At my wedding my Breton family sang. It was how things were done then (20 years, not so very long ago really). It was the sign that they were having a good time and that they approved of the bride and groom and of proceedings generally. If they hadn’t sung, oh boy would that have been bad sign.

The British guests, both the English and Welsh (the latter perhaps more surprisingly) struggled to come up with a repertoire of songs to fit the occasion and with which to “reply” to their new Breton friends. (There were Scots too, but not enough to form a choir). The Welsh found the answer in rugby anthems, the English in the Beatles!

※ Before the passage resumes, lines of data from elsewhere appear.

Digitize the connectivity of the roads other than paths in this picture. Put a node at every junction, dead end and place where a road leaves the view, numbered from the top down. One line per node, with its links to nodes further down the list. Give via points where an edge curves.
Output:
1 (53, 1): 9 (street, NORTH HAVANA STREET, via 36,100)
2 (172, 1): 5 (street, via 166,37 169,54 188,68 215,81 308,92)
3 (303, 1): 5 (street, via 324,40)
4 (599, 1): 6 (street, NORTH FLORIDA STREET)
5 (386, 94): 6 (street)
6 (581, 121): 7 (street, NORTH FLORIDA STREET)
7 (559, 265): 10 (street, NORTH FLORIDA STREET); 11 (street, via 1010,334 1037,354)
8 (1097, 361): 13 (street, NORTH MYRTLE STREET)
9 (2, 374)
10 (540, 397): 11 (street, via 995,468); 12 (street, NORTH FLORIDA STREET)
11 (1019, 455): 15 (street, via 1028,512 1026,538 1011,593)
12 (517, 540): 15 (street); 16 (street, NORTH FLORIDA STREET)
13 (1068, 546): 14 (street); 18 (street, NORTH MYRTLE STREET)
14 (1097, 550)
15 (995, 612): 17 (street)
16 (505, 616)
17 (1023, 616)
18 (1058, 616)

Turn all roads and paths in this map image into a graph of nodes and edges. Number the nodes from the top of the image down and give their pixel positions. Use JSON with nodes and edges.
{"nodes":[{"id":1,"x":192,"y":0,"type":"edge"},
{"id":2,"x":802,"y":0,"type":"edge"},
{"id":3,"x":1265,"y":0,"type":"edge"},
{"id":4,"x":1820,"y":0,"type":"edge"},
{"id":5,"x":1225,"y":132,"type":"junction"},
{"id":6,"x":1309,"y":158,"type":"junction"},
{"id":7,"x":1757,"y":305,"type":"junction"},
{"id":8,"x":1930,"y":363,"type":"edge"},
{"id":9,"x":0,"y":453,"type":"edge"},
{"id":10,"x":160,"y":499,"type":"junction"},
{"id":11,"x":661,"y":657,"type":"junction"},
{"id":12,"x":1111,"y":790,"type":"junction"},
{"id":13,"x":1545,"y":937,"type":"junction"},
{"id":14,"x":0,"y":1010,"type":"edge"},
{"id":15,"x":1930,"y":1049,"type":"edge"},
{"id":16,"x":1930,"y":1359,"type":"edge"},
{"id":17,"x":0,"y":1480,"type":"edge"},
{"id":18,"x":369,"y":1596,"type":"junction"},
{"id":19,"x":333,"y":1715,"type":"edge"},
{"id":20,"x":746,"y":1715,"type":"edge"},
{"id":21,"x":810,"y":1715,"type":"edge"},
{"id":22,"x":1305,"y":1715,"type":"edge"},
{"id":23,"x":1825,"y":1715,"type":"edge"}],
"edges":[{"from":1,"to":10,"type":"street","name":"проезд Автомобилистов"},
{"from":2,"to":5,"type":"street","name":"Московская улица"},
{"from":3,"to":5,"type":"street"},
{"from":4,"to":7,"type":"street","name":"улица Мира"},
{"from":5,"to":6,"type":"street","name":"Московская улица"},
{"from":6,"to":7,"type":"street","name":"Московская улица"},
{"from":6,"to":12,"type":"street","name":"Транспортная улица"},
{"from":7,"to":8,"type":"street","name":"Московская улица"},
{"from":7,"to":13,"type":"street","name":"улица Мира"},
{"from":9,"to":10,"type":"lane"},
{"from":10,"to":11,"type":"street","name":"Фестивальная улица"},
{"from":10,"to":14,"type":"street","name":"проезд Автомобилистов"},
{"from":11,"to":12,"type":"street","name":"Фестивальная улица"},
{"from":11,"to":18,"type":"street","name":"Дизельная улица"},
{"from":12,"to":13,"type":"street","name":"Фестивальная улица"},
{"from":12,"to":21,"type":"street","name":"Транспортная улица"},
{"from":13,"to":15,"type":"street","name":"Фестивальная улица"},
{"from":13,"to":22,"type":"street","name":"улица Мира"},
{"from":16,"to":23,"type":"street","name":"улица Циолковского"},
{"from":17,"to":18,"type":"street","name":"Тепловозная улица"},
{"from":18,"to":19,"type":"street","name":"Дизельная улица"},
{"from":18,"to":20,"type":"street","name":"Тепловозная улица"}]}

(I’m not sure if anyone has really explored what an incredible boon the Beatles have been to English folks attempting to join in the joy of singing cultures. They have come to rescue where the English (British?) have been guests in bars and homes the world over, at weddings, celebrations and on one memorable occasion that I was part of, at an impromptu Sherpa party in the Himalayan foothills. Flippin’ good thing the Beatles. Terrifyingly I think the equivalent role is now fulfilled for the Welsh by Max Boyce, (although you have to credit Tom Jones for the glory of Delilah). I still have my copy of “We All Had Doctors Papers”. And I’m not even Welsh.

But it’s all still out there, not in here. We will go and see music played for us in all sorts of places and ways. That’s good, great even, but we don’t bring it home, much.

Now it is true to say that ukulele is having a moment, probably unparalleled since Audrey Hepburn strummed Moon River on the fire-escape in Breakfast at Tiffany’s. Sales are at an unprecedented high, and the uke is championed by a number of people. Acoustic guitars never went away (even if sometimes we really, really wished they would), but we need more. More instruments, more singing, more acceptance that we may be a bit pants but we’re having a good time. More of a common repertoire of songs (I doubt the latest generation to reach adulthood could even draw upon the Beatles with much success). Who cares if you’re not Yo-Yo Ma, Toumani Diabate, Django Reinhardt, Anouar Bremen, a Beatle or even Max Boyce. Who cares that you’re not getting paid, or that you were made to learn the clarinet in school and hated the blasted thing. Make music. It’s your birth-right. Your heart beats in rhythm, so it’s in there somewhere.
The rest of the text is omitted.